TL;DR
In diesem Beitrag beschreibe ich, weshalb ein Windows-Rechner trotz korrektem DHCP DORA-Dialog die zugewiesene IP-Adresse nicht unbedingt auch verwendet, sondern am Ende doch bei einer APIPA-Adresse landet.
Kürzlich wurde ich zu einem Troubleshooting hinzugezogen, bei dem es zu klären galt, warum ein Rechner keine IP-Adresse per DHCP erhielt. Wobei das nicht ganz stimmt… Über den Onboard Adapter erhielt der Laptop eine Adresse, nur über die Docking Station eben nicht. Nun kann man lang über mögliche Ursachen nachgrübeln oder aber man macht einfach einen Paketmitschnitt und schaut sich an, wo genau es hakt. Wir haben uns für letzteres entschieden.
Sicher wäre Wireshark hier eine Möglichkeit gewesen. Wer sich aber schon mal tiefer mit Packet Captures beschäftigt hat wird wissen, dass es einige Nachteile mit sich bringt, wenn man direkt auf dem Endgerät mitschneidet, das man untersuchen möchte. Aus diesem Grund arbeiten wir gern mit dem Allegro Network Multimeter – man sieht, was tatsächlich auf dem Kabel los ist. Das soll hier kein Werbebeitrag werden, aber die Allegro ist wirklich „Packet Analysis on Steroids“. Bestimmt wird sie noch in dem einen oder anderen Beitrag Erwähnung finden. Aber zurück zum Thema… Das Ergebnis des Mitschnitts hätte langweiliger nicht aussehen können. Ein normaler DORA Dialog:

Und trotzdem hat der Rechner ausschließlich eine APIPA-Adresse aus 169.254.0.0/16 – Warum!? Ein möglicher Grund wäre ein Adresskonflikt, weil die vergebene IP bereits (statisch) auf einem anderen System konfiguriert ist.
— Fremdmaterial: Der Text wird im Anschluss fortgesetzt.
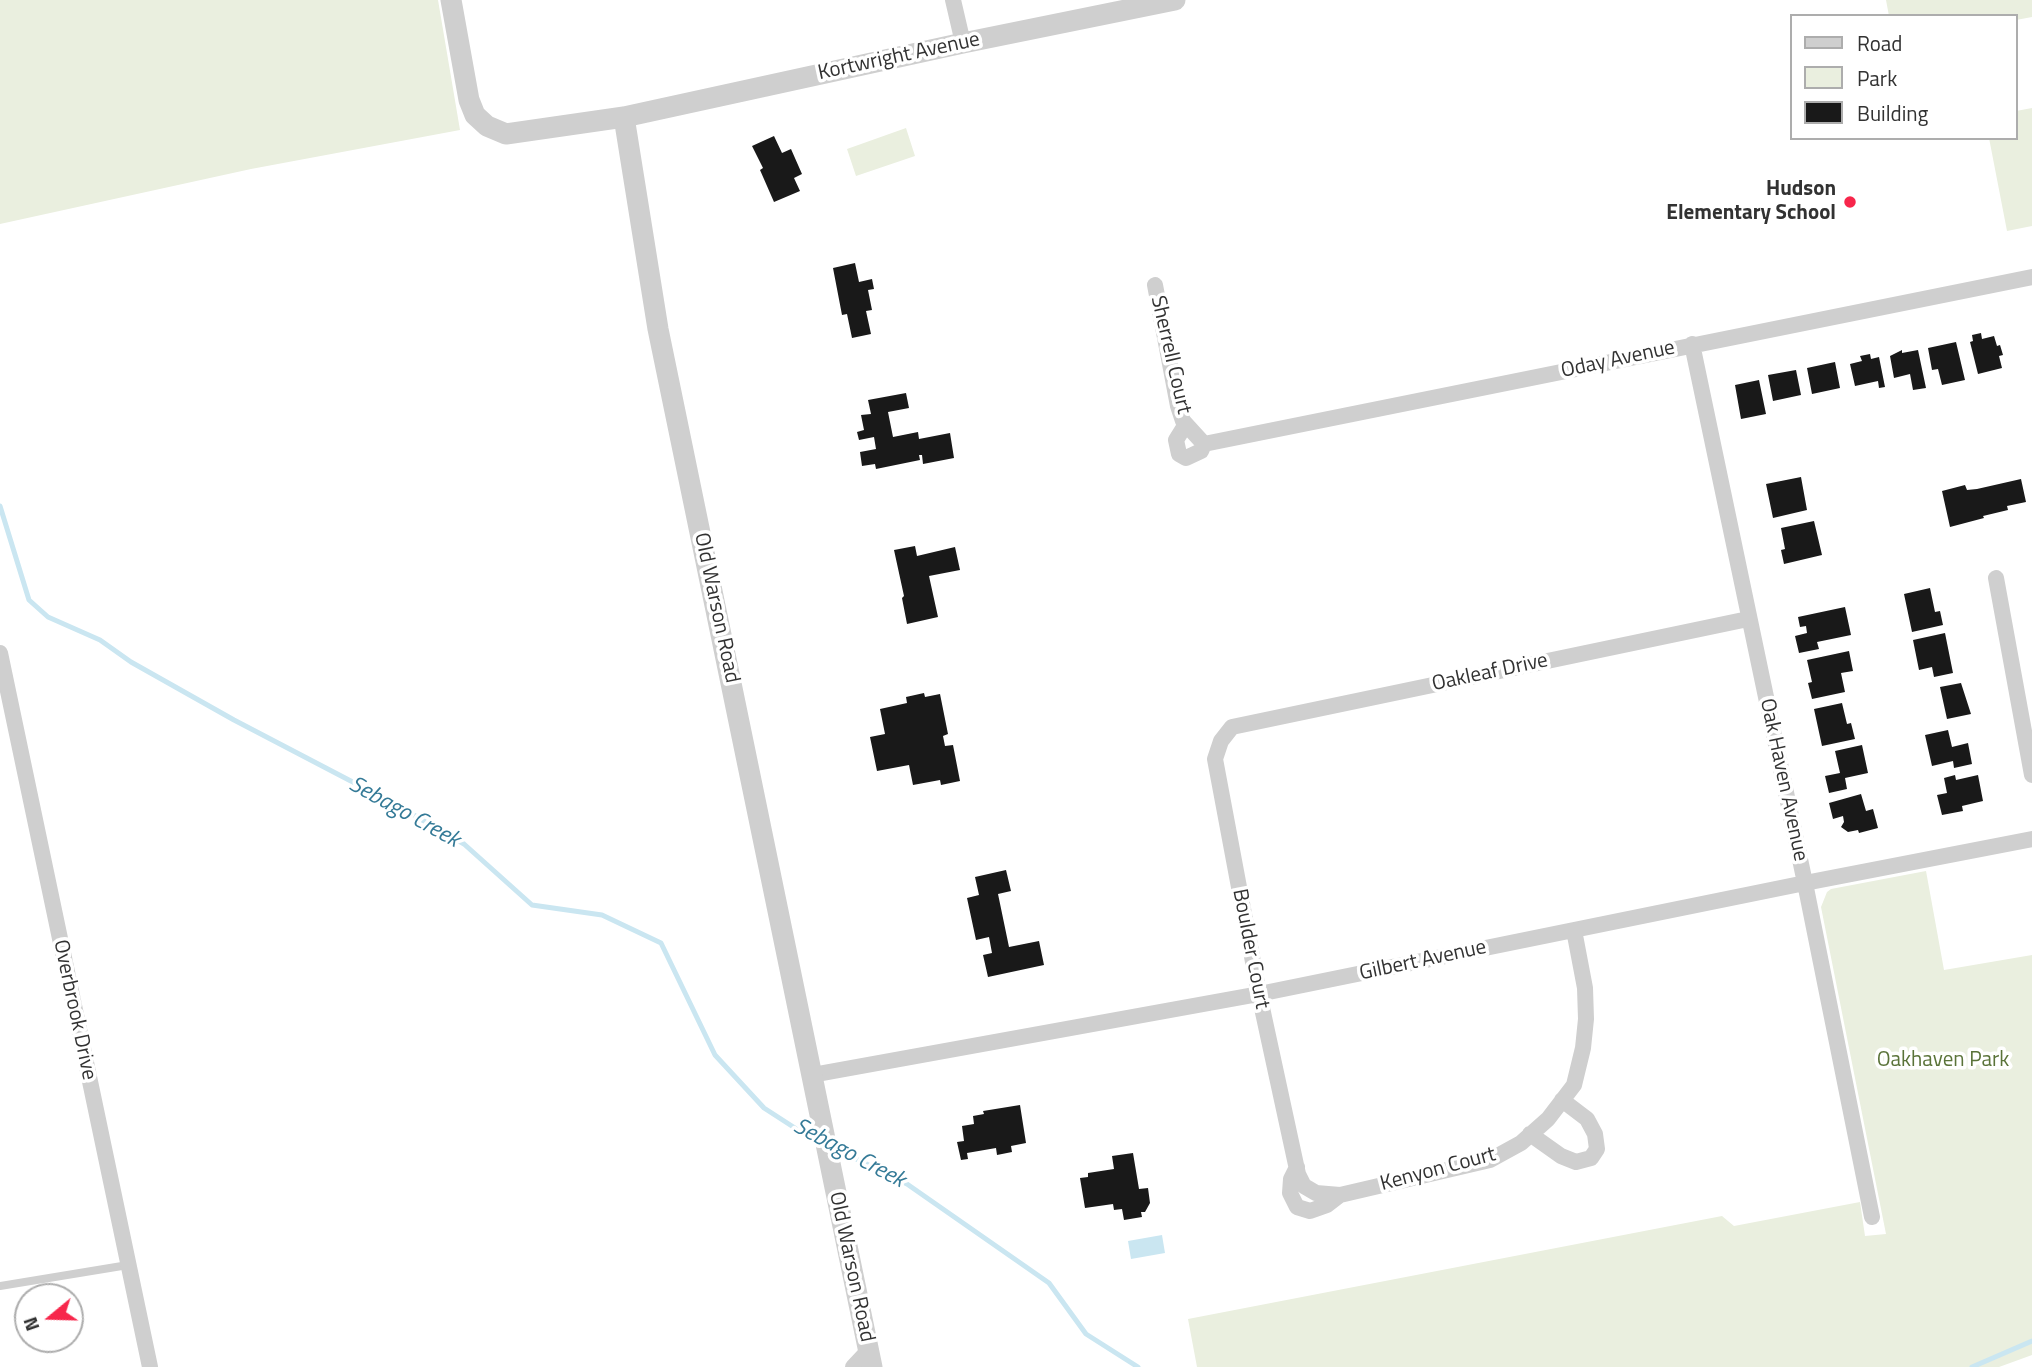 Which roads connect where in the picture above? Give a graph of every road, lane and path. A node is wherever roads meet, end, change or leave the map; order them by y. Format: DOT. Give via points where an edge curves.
graph roads {
  1 [pos="451,0"];
  2 [pos="953,0"];
  3 [pos="1175,0"];
  4 [pos="963,43"];
  5 [pos="624,117"];
  6 [pos="2032,277"];
  7 [pos="1155,285"];
  8 [pos="1692,344"];
  9 [pos="1186,424"];
  10 [pos="1204,444"];
  11 [pos="1996,578"];
  12 [pos="1748,619"];
  13 [pos="0,653"];
  14 [pos="1232,727"];
  15 [pos="2032,775"];
  16 [pos="2032,839"];
  17 [pos="1805,883"];
  18 [pos="1574,930"];
  19 [pos="1259,994"];
  20 [pos="812,1075"];
  21 [pos="1562,1100"];
  22 [pos="1531,1134"];
  23 [pos="1297,1170"];
  24 [pos="1872,1217"];
  25 [pos="128,1265"];
  26 [pos="0,1286"];
  27 [pos="870,1359"];
  28 [pos="150,1367"];
  29 [pos="853,1367"];
  1 -- 5 [label="street" via="469,100 475,115 487,126 506,134"];
  2 -- 4 [label="street"];
  3 -- 4 [label="street, Kortwright Avenue"];
  4 -- 5 [label="street, Kortwright Avenue"];
  5 -- 20 [label="street, Old Warson Road" via="658,329"];
  6 -- 8 [label="street, Oday Avenue"];
  7 -- 9 [label="street, Sherrell Court" via="1178,406"];
  8 -- 10 [label="street, Oday Avenue"];
  8 -- 12 [label="street, Oak Haven Avenue"];
  9 -- 10 [label="street, Sherrell Court"];
  9 -- 10 [label="street, Sherrell Court" via="1176,440 1179,454 1186,458 1201,451"];
  11 -- 15 [label="street"];
  12 -- 14 [label="street, Oakleaf Drive"];
  12 -- 17 [label="street, Oak Haven Avenue"];
  13 -- 25 [label="street, Overbrook Drive"];
  14 -- 19 [label="street, Boulder Court" via="1215,759"];
  16 -- 17 [label="street, Gilbert Avenue"];
  17 -- 18 [label="street, Gilbert Avenue"];
  17 -- 24 [label="street, Oak Haven Avenue"];
  18 -- 19 [label="street, Gilbert Avenue"];
  18 -- 21 [label="street, Kenyon Court" via="1586,1019 1574,1084"];
  19 -- 20 [label="street, Gilbert Avenue"];
  19 -- 23 [label="street, Boulder Court"];
  20 -- 27 [label="street, Old Warson Road"];
  21 -- 22 [label="street, Kenyon Court"];
  21 -- 22 [label="street" via="1587,1119 1595,1134 1597,1149 1591,1158 1576,1162"];
  22 -- 23 [label="street, Kenyon Court" via="1490,1160 1340,1195 1310,1211 1297,1207 1290,1193"];
  25 -- 26 [label="lane"];
  25 -- 28 [label="street, Overbrook Drive"];
  27 -- 29 [label="street"];
}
Das bekommt der DHCP-Client über einen ARP Probe heraus, analog zur Duplicate Address Detection in IPv6. Im konkreten Fall gab es dafür aber keinen Anhaltspunkt. Es musste also etwas anderes sein. Das kuriose daran: Steckt man das LAN-Kabel direkt in den Onboard Adapter, funktioniert DHCP tadellos.
An dieser Stelle blieb eigentlich nur noch ein Blick in das Eventlog des Windows Clients. Und dort war dann tatsächlich auch etwas Interessantes zu finden:

Eine Google Suche nach „Windows Event 50068“ brachte des Rätsels Lösung gleich an erster Stelle. Der Fragesteller in diesem Beitrag hatte exakt das gleiche Problem mit seiner Docking Station. Die Ursache war eine BIOS-Einstellung namens MAC Address Pass-Through, welche auch bei uns aktiv war. Dabei wird die MAC-Adresse des Onboard Adapters an die Docking Station durchgereicht. Das vereinfacht Adress-Reservierungen im DHCP, da ein Client immer die gleiche MAC-Adresse hat, egal über welche Docking Station er arbeitet. Andererseits führt es eben auch dazu, dass Docking Station und Onboard Adapter zwangsläufig immer die gleiche IP-Adresse zugewiesen bekommen. Das schmeckt Windows offenbar gar nicht: Besteht eine noch gültige Lease für eine feste IP auf Netzwerkadapter A, wird die gleiche IP-Adresse auf einem anderen Adapter B nicht konfiguriert. Das beschreibt die obige Fehlermeldung.
Das Ganze konnte man dann auch nochmal anschaulich nachstellen: Anstecken des Onboard Adapters, Ausführen eines ipconfig /release. Jetzt umstecken und siehe da: Nun bekommt die Docking Station eine IP-Adresse. Steckt man jetzt auf den Onboard Adapter zurück, hat dieser die Probleme. Eine Einstellung, dieses Verhalten von Windows zu ändern, haben wir auf die Schnelle nicht gefunden, aber dann auch keine weitere Zeit für ausführlichere Recherchen verschwendet.
Mal wieder ein interessantes Beispiel dafür, wie zwei an sich clevere Automatiken sich gegenseitig behindern können.